Input START

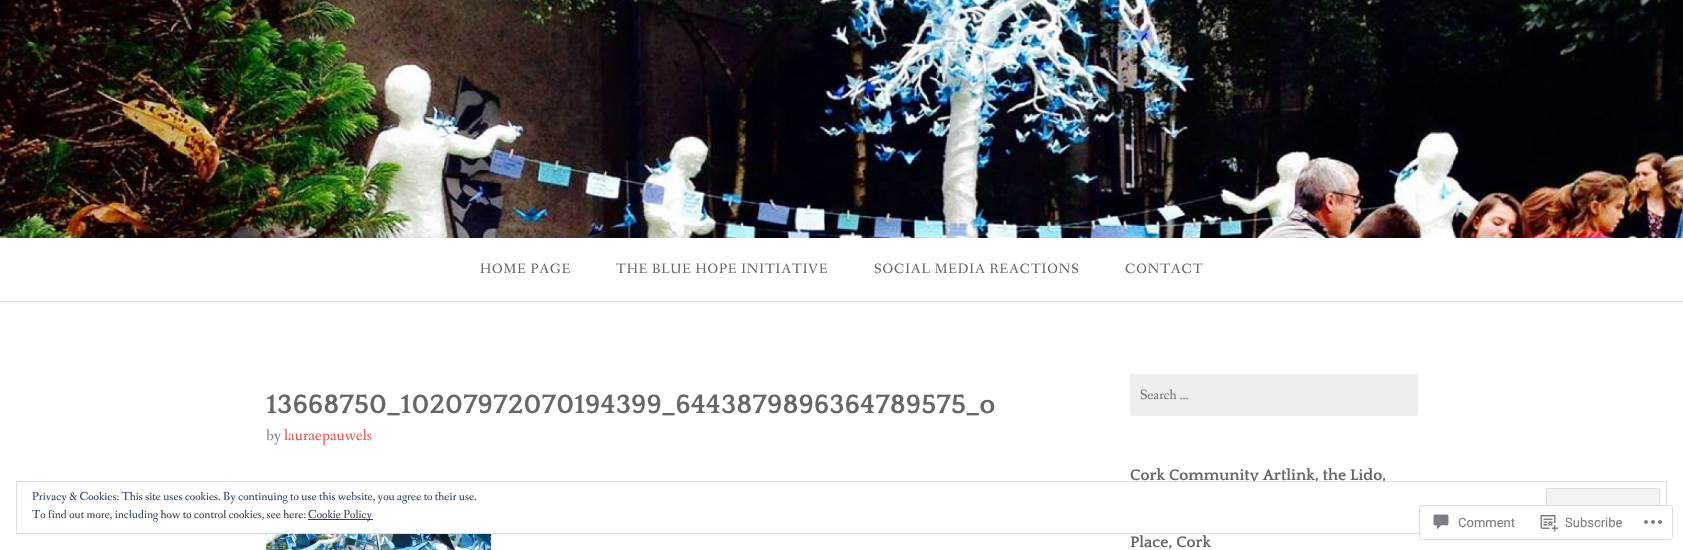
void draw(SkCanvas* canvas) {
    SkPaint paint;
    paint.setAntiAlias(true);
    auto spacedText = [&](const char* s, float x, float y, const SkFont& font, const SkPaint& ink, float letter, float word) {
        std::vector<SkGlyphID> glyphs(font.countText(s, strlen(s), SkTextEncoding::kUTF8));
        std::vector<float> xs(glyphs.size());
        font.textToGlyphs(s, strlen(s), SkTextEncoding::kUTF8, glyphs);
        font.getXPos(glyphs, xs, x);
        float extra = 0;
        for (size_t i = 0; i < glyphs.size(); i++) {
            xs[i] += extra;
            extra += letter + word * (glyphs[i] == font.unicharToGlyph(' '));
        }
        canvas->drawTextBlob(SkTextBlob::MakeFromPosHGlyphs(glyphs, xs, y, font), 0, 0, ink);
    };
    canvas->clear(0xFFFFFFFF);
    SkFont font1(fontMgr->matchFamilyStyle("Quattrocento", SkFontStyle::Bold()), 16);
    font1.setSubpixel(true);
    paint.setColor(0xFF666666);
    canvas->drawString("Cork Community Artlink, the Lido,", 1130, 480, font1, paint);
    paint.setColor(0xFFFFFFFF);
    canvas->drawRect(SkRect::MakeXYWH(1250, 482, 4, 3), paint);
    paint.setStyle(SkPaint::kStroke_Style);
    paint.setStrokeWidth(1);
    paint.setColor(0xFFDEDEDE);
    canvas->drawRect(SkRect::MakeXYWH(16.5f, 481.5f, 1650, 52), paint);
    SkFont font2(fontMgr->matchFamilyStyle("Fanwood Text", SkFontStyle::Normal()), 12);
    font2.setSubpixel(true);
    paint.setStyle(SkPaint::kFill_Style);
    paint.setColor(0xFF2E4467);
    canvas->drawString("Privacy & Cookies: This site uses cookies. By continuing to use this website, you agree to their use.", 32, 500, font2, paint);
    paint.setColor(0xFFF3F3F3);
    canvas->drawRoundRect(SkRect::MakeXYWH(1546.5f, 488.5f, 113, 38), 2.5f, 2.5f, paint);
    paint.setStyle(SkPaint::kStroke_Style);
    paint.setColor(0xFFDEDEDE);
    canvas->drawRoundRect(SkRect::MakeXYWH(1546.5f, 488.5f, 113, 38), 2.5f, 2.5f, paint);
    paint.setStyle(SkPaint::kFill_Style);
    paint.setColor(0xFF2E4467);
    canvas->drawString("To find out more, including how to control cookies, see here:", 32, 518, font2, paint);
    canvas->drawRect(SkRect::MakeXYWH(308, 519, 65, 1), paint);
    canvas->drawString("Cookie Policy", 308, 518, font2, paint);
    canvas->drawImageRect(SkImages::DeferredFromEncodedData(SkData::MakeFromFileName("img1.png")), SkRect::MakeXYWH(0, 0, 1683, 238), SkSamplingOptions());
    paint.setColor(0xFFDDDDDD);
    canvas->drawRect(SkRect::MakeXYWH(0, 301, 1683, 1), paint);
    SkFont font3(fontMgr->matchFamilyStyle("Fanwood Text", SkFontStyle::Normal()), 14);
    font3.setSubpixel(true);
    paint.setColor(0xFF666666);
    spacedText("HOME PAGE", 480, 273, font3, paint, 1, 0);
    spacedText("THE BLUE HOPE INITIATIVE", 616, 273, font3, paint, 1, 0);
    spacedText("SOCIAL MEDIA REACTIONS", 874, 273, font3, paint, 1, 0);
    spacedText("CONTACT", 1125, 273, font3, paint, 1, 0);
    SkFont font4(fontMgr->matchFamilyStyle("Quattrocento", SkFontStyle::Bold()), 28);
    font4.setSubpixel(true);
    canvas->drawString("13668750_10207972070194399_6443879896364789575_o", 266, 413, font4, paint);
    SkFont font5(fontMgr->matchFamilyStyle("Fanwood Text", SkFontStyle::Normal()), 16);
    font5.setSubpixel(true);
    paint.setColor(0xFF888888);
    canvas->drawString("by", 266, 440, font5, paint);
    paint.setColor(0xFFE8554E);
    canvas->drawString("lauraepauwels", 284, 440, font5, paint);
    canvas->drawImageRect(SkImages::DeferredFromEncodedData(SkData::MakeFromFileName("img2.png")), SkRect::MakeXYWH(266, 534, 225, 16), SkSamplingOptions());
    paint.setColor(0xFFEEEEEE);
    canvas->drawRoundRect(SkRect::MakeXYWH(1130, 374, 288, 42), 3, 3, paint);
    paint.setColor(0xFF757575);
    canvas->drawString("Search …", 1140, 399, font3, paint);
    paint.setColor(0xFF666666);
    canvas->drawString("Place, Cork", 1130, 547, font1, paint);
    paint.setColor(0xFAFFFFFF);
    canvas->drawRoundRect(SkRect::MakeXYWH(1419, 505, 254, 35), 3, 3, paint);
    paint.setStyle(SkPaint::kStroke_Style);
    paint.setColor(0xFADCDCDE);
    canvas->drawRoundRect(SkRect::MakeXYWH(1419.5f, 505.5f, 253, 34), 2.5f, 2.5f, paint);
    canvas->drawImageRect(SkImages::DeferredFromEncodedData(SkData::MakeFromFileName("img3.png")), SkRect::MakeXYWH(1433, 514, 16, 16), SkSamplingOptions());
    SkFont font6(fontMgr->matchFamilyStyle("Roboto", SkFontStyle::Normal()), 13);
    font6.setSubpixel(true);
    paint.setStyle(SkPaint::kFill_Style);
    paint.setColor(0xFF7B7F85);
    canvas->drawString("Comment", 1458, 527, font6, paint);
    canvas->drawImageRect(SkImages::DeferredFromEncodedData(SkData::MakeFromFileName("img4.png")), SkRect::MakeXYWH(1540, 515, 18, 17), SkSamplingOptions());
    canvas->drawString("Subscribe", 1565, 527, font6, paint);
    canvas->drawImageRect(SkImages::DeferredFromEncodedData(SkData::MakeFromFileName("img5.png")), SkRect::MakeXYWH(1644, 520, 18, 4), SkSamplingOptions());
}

Input END
Input START

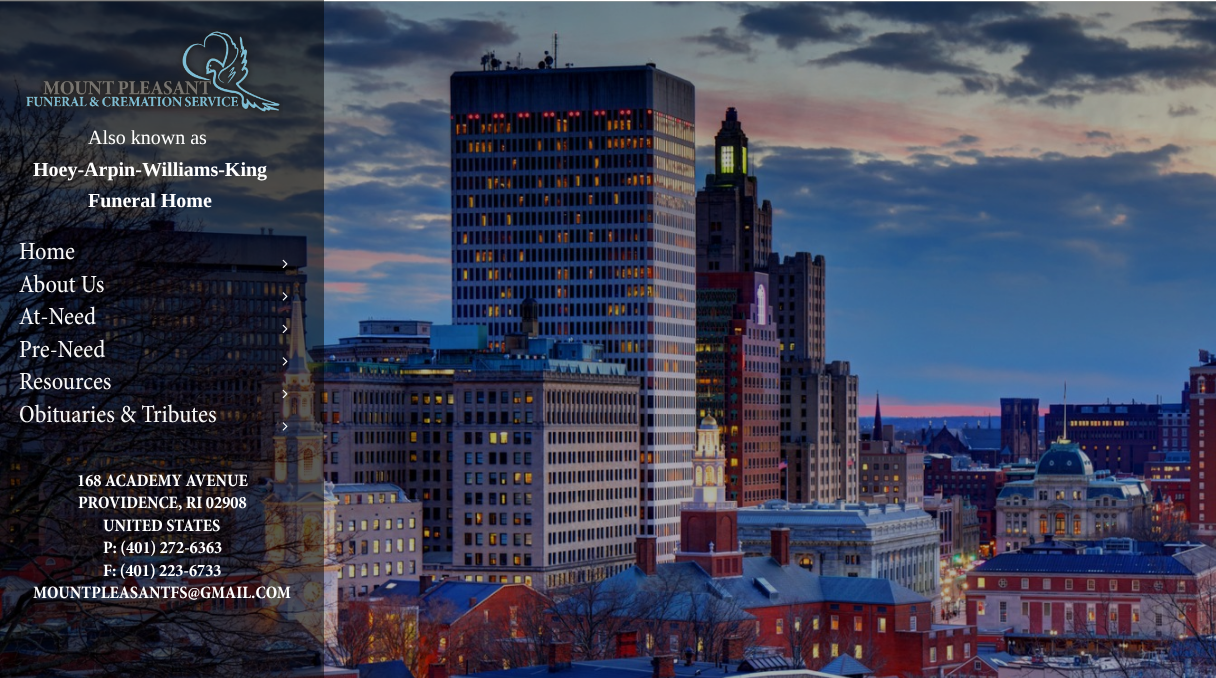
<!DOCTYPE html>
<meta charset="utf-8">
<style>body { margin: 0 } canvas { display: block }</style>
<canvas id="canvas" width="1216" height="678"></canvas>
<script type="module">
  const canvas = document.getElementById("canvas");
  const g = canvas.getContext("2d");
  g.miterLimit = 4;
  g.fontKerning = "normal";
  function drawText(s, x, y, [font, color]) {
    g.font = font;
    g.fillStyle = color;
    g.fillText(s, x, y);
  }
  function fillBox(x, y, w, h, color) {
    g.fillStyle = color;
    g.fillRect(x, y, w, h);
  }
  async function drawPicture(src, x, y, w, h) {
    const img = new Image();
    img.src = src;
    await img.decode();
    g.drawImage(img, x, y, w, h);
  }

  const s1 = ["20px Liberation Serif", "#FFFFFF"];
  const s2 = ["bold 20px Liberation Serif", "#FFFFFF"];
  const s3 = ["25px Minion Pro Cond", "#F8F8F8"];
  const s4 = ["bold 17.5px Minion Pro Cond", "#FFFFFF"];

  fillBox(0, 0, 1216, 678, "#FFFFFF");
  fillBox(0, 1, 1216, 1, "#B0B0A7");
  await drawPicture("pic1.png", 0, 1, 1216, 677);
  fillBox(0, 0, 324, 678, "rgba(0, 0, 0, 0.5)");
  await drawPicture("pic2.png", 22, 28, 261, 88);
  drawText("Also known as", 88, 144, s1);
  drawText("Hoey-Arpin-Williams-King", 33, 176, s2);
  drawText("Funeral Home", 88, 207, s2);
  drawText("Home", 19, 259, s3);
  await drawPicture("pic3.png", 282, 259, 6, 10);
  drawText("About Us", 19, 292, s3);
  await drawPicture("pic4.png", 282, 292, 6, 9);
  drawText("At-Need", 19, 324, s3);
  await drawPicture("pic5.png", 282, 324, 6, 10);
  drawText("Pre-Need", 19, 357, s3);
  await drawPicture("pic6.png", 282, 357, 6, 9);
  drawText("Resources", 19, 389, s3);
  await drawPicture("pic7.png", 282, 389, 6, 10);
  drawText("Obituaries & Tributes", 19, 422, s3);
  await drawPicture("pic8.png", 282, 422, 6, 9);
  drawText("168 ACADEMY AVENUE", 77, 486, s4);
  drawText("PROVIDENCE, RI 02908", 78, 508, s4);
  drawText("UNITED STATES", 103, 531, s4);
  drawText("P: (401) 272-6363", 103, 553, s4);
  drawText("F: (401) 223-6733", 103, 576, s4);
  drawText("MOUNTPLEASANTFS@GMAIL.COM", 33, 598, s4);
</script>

Input END

=== Exercise ===
Could you transcribe the entries above word for word, from the line with "void draw(SkCanvas* canvas)" down to the line with "glyphs(font.countText(s, strlen(s), SkTextEncoding::kUTF8));", keeping both?

=== Result ===
void draw(SkCanvas* canvas) {
    SkPaint paint;
    paint.setAntiAlias(true);
    auto spacedText = [&](const char* s, float x, float y, const SkFont& font, const SkPaint& ink, float letter, float word) {
        std::vector<SkGlyphID> glyphs(font.countText(s, strlen(s), SkTextEncoding::kUTF8));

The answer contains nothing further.